[EXERCISE REQUIREMENTS] Your response should be a copy of each line in the listing below that includes the word "roads".

[EXTRACTED DATA]
+++++

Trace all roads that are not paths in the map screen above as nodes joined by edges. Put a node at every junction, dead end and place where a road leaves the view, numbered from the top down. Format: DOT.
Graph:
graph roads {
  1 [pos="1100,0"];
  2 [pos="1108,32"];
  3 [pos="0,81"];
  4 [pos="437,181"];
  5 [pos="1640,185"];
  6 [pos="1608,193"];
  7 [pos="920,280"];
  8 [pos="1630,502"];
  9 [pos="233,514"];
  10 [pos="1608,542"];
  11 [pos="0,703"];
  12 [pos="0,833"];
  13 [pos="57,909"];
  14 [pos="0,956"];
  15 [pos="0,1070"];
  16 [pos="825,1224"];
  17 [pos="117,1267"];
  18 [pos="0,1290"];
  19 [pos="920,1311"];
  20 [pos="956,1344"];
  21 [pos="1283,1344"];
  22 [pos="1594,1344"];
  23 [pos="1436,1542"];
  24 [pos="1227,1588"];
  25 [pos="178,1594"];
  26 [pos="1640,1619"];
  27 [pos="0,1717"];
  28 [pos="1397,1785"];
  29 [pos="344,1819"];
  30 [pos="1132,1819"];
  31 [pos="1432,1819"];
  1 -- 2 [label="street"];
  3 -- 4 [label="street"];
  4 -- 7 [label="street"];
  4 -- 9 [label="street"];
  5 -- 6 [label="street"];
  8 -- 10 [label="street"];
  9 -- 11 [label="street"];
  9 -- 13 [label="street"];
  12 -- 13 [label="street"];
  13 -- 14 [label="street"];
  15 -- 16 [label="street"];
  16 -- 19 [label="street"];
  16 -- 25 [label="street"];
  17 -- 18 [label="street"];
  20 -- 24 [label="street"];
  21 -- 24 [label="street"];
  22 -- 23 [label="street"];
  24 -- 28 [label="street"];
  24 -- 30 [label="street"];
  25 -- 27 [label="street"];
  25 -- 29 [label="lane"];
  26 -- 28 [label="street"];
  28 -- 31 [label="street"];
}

+++++

[TASK SOLUTION]
Trace all roads that are not paths in the map screen above as nodes joined by edges. Put a node at every junction, dead end and place where a road leaves the view, numbered from the top down. Format: DOT.
graph roads {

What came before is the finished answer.